3. God can use “bad” or catastrophic things that have happened to us or to others, ultimately for His good and His glory (Romans 8:28).

4. Crisis events are opportunities for deeper ministry and service. “Praise be to…the Father of compassion and the God of all comfort, who comforts us in all our troubles, so that we can comfort those in any trouble with the comfort we ourselves receive from God. For just as we share abundantly in the sufferings of Christ, so also our comfort abounds through Christ” (2 Corinthians 1:3–5).

I am always encouraged by the work and the response of the Adventist Community Services workers and volunteers all across the North American Division. In each of the above incidents described, these workers went to work and ensured that the communities in need were supported.
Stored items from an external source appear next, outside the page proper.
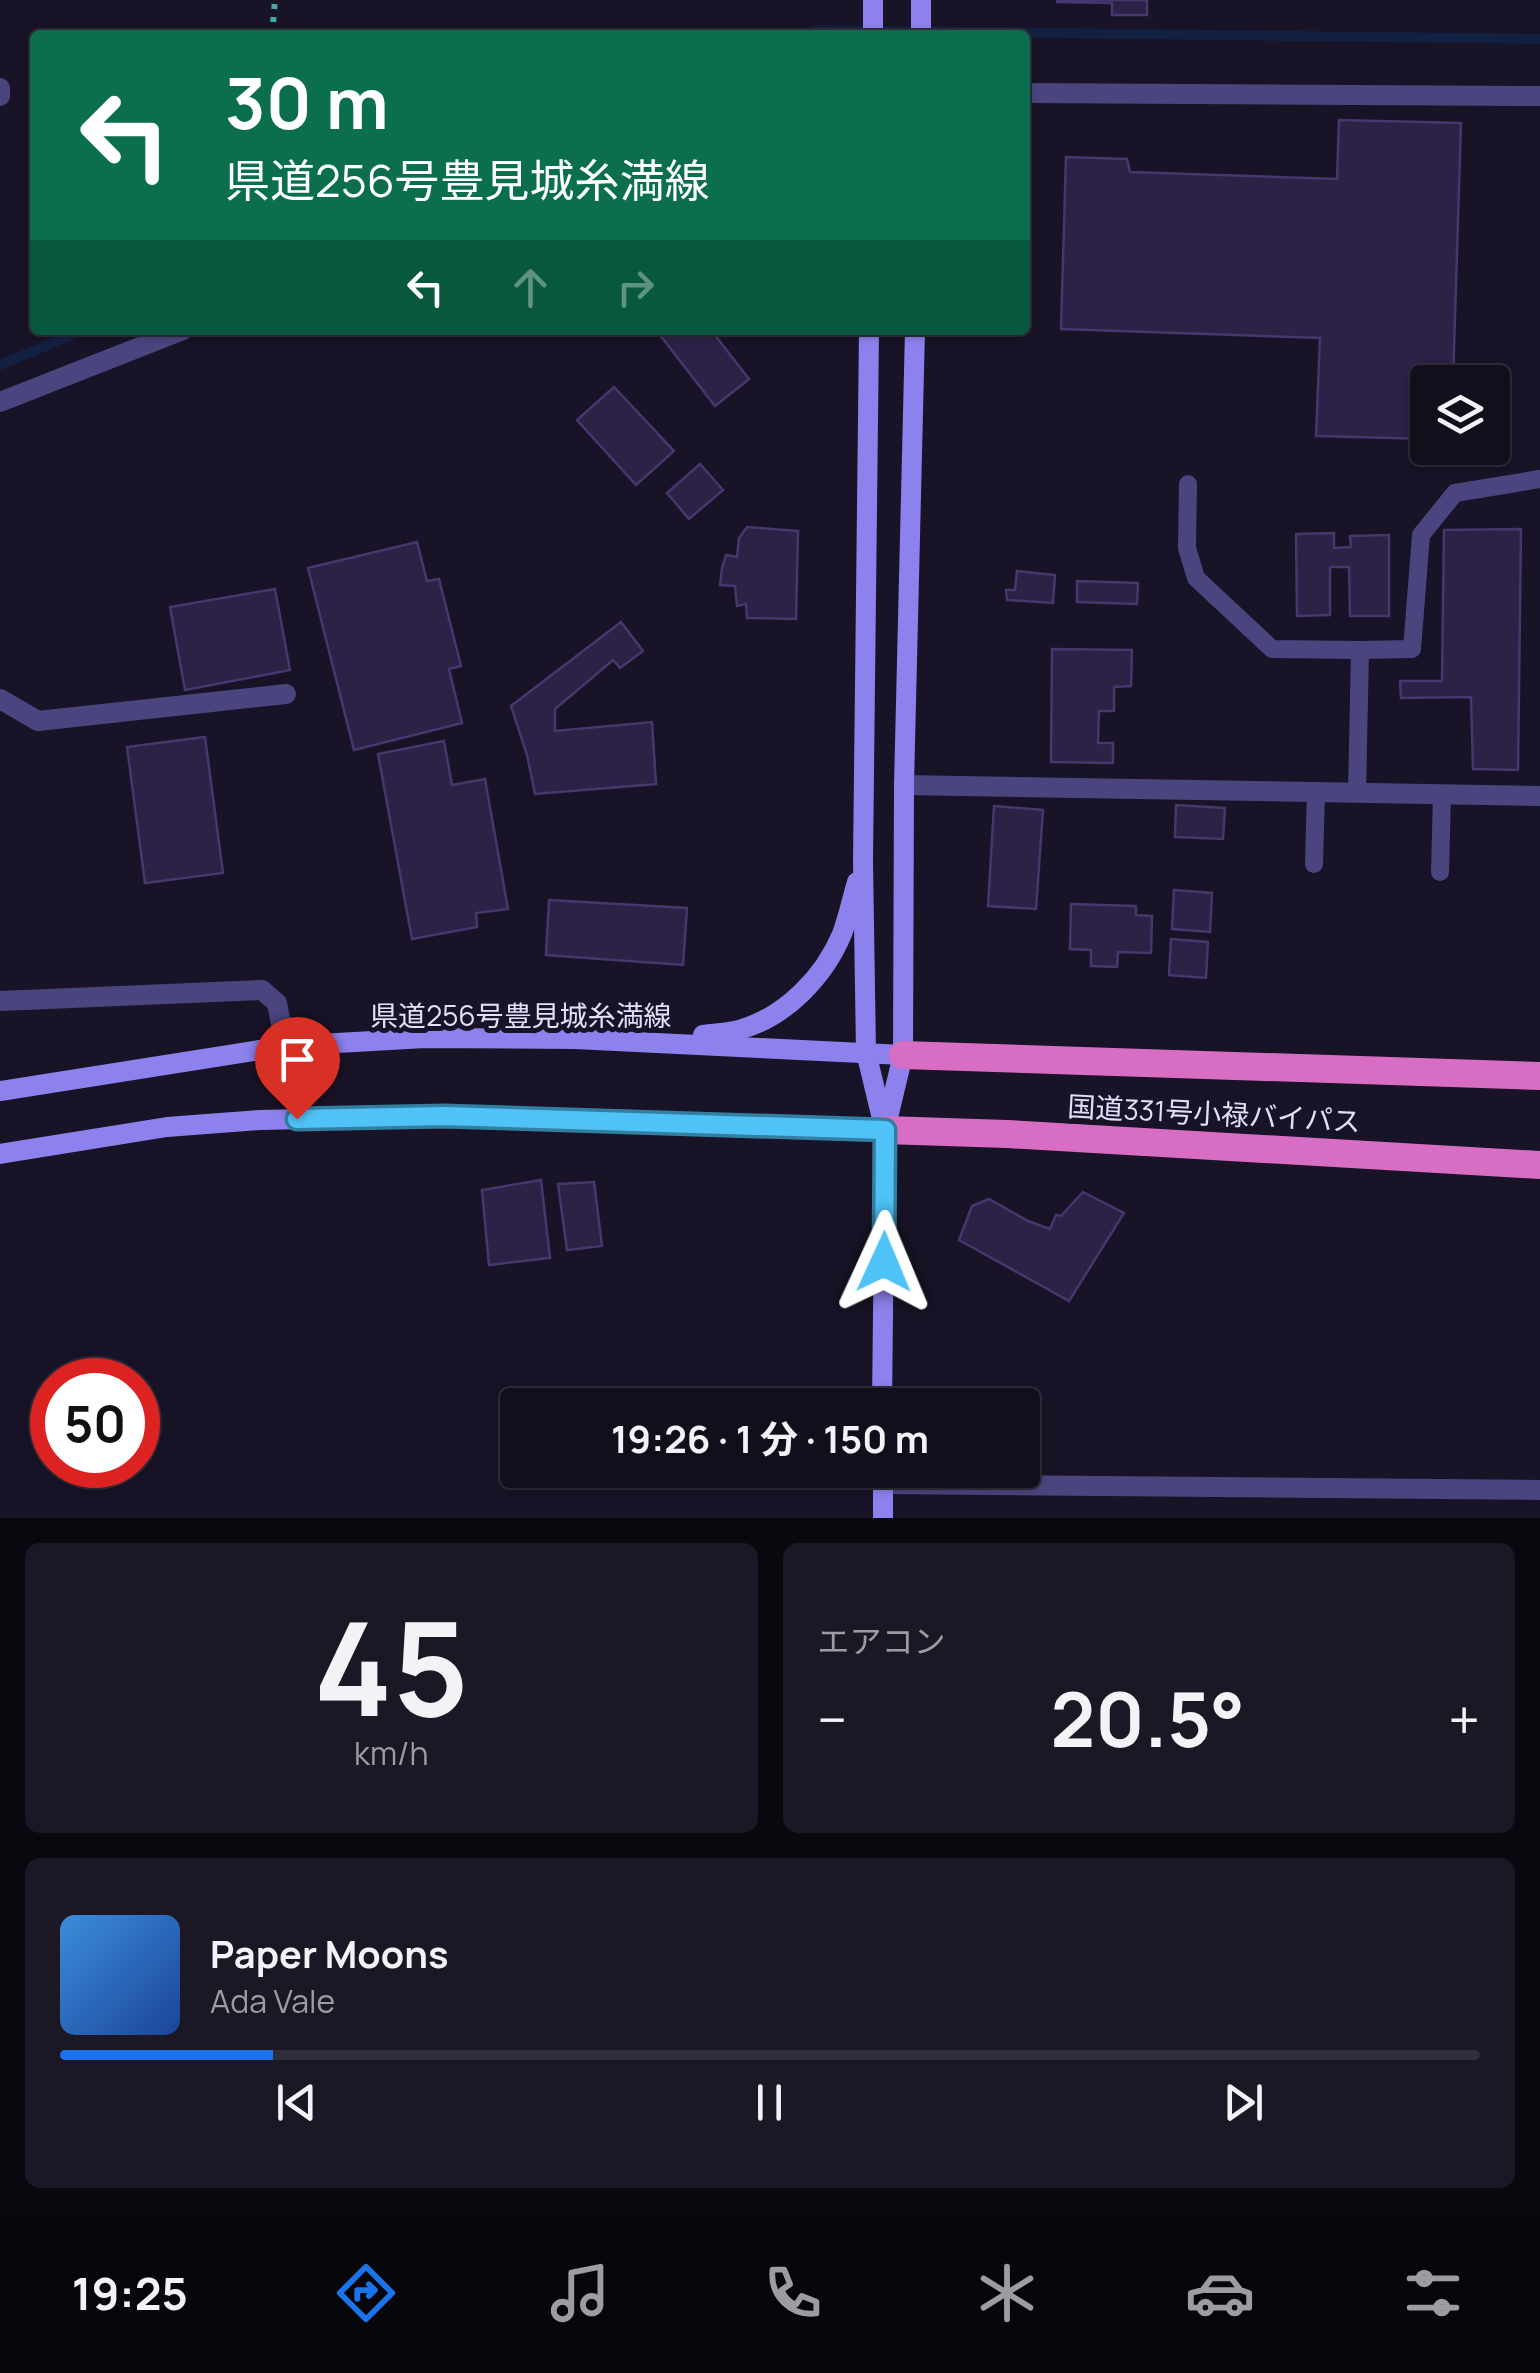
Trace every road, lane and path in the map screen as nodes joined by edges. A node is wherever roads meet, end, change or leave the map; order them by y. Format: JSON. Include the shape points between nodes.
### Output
{"nodes":[{"id":1,"x":275,"y":0,"type":"edge"},
{"id":2,"x":272,"y":30,"type":"edge"},
{"id":3,"x":0,"y":88,"type":"edge"},
{"id":4,"x":1030,"y":93,"type":"edge"},
{"id":5,"x":0,"y":96,"type":"edge"},
{"id":6,"x":1540,"y":96,"type":"edge"},
{"id":7,"x":170,"y":335,"type":"edge"},
{"id":8,"x":869,"y":335,"type":"edge"},
{"id":9,"x":916,"y":335,"type":"edge"},
{"id":10,"x":0,"y":402,"type":"edge"},
{"id":11,"x":1540,"y":479,"type":"edge"},
{"id":12,"x":1188,"y":484,"type":"dead end"},
{"id":13,"x":1360,"y":650,"type":"junction"},
{"id":14,"x":286,"y":694,"type":"dead end"},
{"id":15,"x":0,"y":700,"type":"edge"},
{"id":16,"x":904,"y":785,"type":"junction"},
{"id":17,"x":1316,"y":791,"type":"junction"},
{"id":18,"x":1535,"y":791,"type":"edge"},
{"id":19,"x":1357,"y":793,"type":"junction"},
{"id":20,"x":1442,"y":794,"type":"junction"},
{"id":21,"x":863,"y":861,"type":"junction"},
{"id":22,"x":1314,"y":864,"type":"dead end"},
{"id":23,"x":1440,"y":872,"type":"dead end"},
{"id":24,"x":0,"y":1001,"type":"edge"},
{"id":25,"x":632,"y":1042,"type":"junction"},
{"id":26,"x":285,"y":1046,"type":"junction"},
{"id":27,"x":866,"y":1052,"type":"junction"},
{"id":28,"x":903,"y":1054,"type":"junction"},
{"id":29,"x":1540,"y":1076,"type":"edge"},
{"id":30,"x":0,"y":1091,"type":"edge"},
{"id":31,"x":885,"y":1130,"type":"junction"},
{"id":32,"x":0,"y":1154,"type":"edge"},
{"id":33,"x":1540,"y":1165,"type":"edge"},
{"id":34,"x":882,"y":1388,"type":"edge"},
{"id":35,"x":1040,"y":1480,"type":"edge"},
{"id":36,"x":883,"y":1488,"type":"edge"},
{"id":37,"x":1540,"y":1490,"type":"edge"},
{"id":38,"x":883,"y":1518,"type":"edge"}],
"edges":[{"from":1,"to":2,"type":"path"},
{"from":3,"to":5,"type":"street"},
{"from":4,"to":6,"type":"street"},
{"from":7,"to":10,"type":"street"},
{"from":8,"to":21,"type":"main road"},
{"from":9,"to":16,"type":"main road"},
{"from":11,"to":13,"type":"lane","via":[[1455,493],[1421,535],[1412,649]]},
{"from":12,"to":13,"type":"lane","via":[[1187,548],[1196,578],[1272,649]]},
{"from":13,"to":19,"type":"lane"},
{"from":14,"to":15,"type":"street","via":[[38,721]]},
{"from":16,"to":17,"type":"street"},
{"from":16,"to":28,"type":"main road"},
{"from":17,"to":19,"type":"street"},
{"from":17,"to":22,"type":"lane"},
{"from":18,"to":20,"type":"street"},
{"from":19,"to":20,"type":"street"},
{"from":20,"to":23,"type":"lane"},
{"from":21,"to":25,"type":"main road","via":[[842,934],[793,1001],[730,1032]]},
{"from":21,"to":27,"type":"main road"},
{"from":24,"to":26,"type":"street","via":[[262,990],[277,1003]]},
{"from":25,"to":26,"type":"main road","name":"県道256号豊見城糸満線","via":[[425,1038]]},
{"from":25,"to":27,"type":"main road","name":"県道256号豊見城糸満線"},
{"from":26,"to":30,"type":"main road","name":"県道256号豊見城糸満線"},
{"from":27,"to":28,"type":"main road","name":"県道256号豊見城糸満線"},
{"from":27,"to":31,"type":"main road"},
{"from":28,"to":29,"type":"highway","name":"国道331号小禄バイパス"},
{"from":28,"to":31,"type":"main road"},
{"from":31,"to":32,"type":"main road","via":[[444,1116],[260,1120],[167,1126]]},
{"from":31,"to":33,"type":"highway","name":"国道331号小禄バイパス"},
{"from":31,"to":34,"type":"main road"},
{"from":35,"to":37,"type":"street"},
{"from":36,"to":38,"type":"main road"}]}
The fact is, God blesses and walks with us through the good and the bad. I rely on Exodus 15:2 which state, “the Lord is my strength and my song; He has given me victory. This is my God, and I will praise Him.”

While this may seem challenging as we strive to live in this fallen world, it gives us a foundation that steadies us during crisis. We must remember always that God is good, just, loving, and merciful (Psalm 135:3) and we trust Him, even when we don’t understand.